Puzza di fogna, ha passato due ore e
mezzo nella melma e si è quasi lasciato affogare; quel maledetto
fratello acquisito e imbecille potrebbe avere più riguardo!
Ma tanto è bravo a leggere la gente,
quanto poco lo è a vederne l’affetto, è così abituato a ingannare
che cerca sempre un significato dietro ogni gesto, quando invece
quelli di Thor sono sinceri, limpidi come il suo animo. E il
grifondoro lo stringe in un abbraccio, lasciando che la sua risata
coli nell’orecchio del serpeverde.
«Perfino la morte riesci ad ingannare,
fratello!» esclama, con una fierezza rara che ha il potere di
mettere a tacere perfino Loki.
Non passerà molto perché anche il
resto dei campioni raggiunga l’uscita del viadotto, contenti di
poter respirare finalmente aria pulita.
Un incanto disinfestante, uno
rinfrescante e un “Gratta&netta” dopo, a raggiungere il serpeverde è
anche Stark, che si avvicina con l’aria di chi è invecchiato dieci
anni in un solo colpo.
Lo trova ancora accanto a Thor, il
grifondoro a intrappolargli le spalle con un braccio, con nessuna
intenzione di volerlo lasciare andare tanto presto – ha avuto paura
di perderlo, ma non basterà una Cruciatus a farglielo ammettere.
«Il tuo piano era barare, Odinson?»
chiede Tony a bassa voce, anche se i professori sono troppo occupati
a discutere tra loro sul calcolo dei punteggi per dar bado alle
chiacchiere dei ragazzi.
Loki solleva il mento.
La menzogna è il suo credo, barare è
quello che fa, perché una vita onesta è noiosa e banale e perché la
sua è troppo preziosa per essere sprecata dietro a regole decise
dagli altri.
«Le regole prevedevano che non avrei
potuto utilizzare la magia finché le rune anti-mago fossero attive,
non è mia la colpa se le hanno disattivate prima che il tempo della
prova terminasse» afferma mellifluo, passando una mano su lunghi
capelli corvini finalmente liberi dal pantano melmoso delle fogne.

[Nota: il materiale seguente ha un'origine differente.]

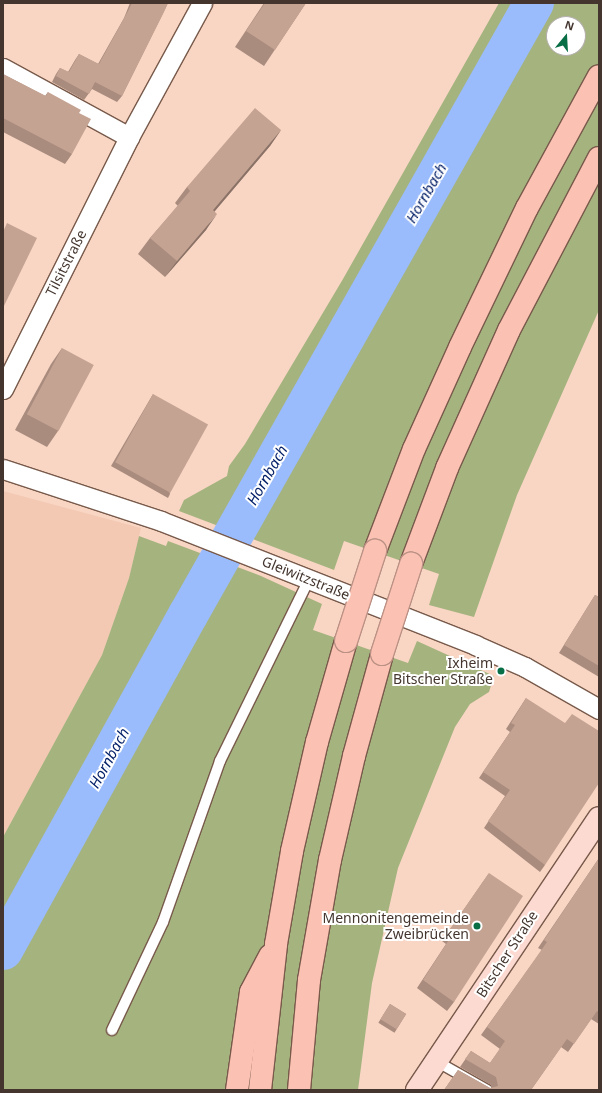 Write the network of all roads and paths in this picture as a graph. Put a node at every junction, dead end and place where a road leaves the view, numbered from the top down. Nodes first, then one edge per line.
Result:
1 (202, 3) edge
2 (3, 68) edge
3 (599, 76) edge
4 (129, 137) junction
5 (599, 158) edge
6 (3, 389) edge
7 (3, 469) edge
8 (309, 579) junction
9 (599, 709) edge
10 (599, 818) edge
11 (276, 944) junction
12 (112, 1030) dead end
13 (436, 1061) junction
14 (237, 1090) edge
15 (260, 1090) edge
16 (299, 1090) edge
17 (417, 1090) edge
18 (486, 1090) edge

1 - 4 street, Tilsitstraße
2 - 4 street
3 - 11 highway, bridge
4 - 6 street, Tilsitstraße
5 - 16 highway, bridge
7 - 8 street, Gleiwitzstraße
8 - 9 street, Gleiwitzstraße
8 - 12 lane
10 - 13 main road, Bitscher Straße
11 - 14 highway
11 - 15 highway
13 - 17 main road, Bitscher Straße
13 - 18 lane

Tony non può negare una certa
ammirazione, a quanto pare tentare il suicidio durante la Prova è la
via per la vittoria.
Poco distante da loro, invece, il
Terzo Campione si trova accanto a Rogers.
Alla cintura del tassorosso, penzola
la fondina di pelle che ospita la sua bacchetta, un legnetto di
quercia rossa, dalle venature rosso sangue che ora acquistano tutto
un nuovo significato.
Loki lo ha visto nelle Rune,
una notte di luna piena: la magia di quei due è nata dal sangue e
nel sangue, un giorno a l’altro, cesserà d’esistere.